** Opening Data shown block **

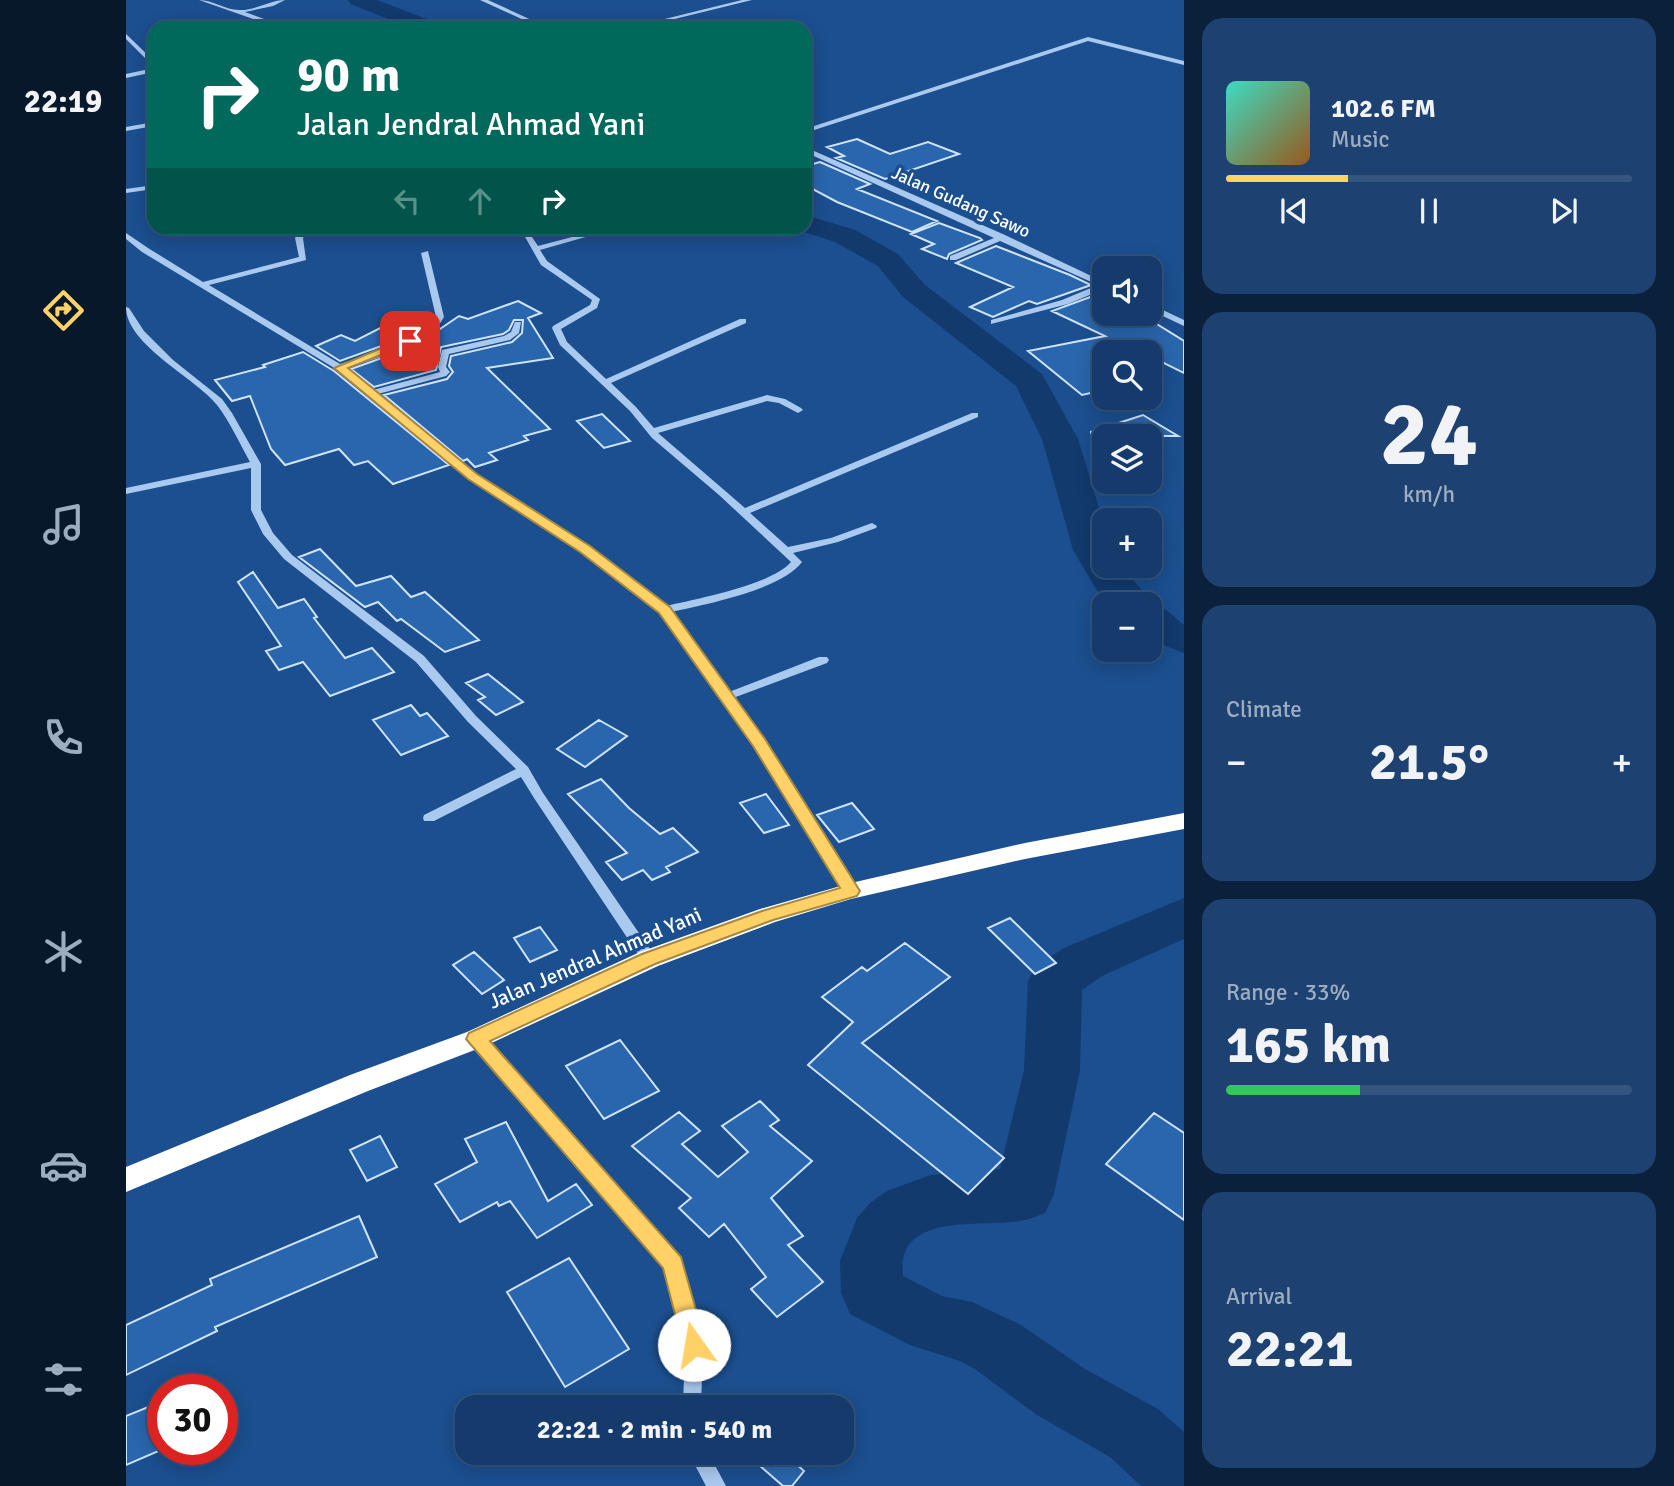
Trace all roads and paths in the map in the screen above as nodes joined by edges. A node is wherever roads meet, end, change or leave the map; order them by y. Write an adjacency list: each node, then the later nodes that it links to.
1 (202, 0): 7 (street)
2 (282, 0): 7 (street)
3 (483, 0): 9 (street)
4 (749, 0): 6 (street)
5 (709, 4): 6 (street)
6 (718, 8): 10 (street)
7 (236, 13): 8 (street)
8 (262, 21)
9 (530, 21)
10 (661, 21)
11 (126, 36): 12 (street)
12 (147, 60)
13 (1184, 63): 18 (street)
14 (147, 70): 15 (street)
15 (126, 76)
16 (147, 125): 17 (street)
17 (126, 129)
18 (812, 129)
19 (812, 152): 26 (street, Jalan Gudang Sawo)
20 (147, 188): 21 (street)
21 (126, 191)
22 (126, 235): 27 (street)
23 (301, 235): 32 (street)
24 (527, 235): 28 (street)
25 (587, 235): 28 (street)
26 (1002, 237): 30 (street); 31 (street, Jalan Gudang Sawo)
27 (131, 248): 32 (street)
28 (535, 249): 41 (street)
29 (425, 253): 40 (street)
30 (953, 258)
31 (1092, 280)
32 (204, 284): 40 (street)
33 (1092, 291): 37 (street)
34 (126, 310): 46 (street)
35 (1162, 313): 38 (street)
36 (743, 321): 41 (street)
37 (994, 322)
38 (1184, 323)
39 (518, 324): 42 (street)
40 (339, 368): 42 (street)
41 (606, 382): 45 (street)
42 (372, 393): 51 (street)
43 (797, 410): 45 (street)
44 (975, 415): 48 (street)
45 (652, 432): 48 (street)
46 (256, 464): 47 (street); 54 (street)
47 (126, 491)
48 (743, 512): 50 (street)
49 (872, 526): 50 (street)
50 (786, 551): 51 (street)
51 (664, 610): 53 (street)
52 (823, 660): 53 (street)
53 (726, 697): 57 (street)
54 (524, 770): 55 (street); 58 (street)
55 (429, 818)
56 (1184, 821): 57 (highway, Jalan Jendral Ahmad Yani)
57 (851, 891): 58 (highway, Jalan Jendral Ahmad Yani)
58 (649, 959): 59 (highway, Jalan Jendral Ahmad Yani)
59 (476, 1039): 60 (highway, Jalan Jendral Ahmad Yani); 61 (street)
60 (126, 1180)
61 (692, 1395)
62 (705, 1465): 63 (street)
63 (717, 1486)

** Closing Data shown block **

▶ _Problem statement_: Copy every line in the data above that has the string "Jalan" in it.

▶ _Exercise response_:
19 (812, 152): 26 (street, Jalan Gudang Sawo)
26 (1002, 237): 30 (street); 31 (street, Jalan Gudang Sawo)
56 (1184, 821): 57 (highway, Jalan Jendral Ahmad Yani)
57 (851, 891): 58 (highway, Jalan Jendral Ahmad Yani)
58 (649, 959): 59 (highway, Jalan Jendral Ahmad Yani)
59 (476, 1039): 60 (highway, Jalan Jendral Ahmad Yani); 61 (street)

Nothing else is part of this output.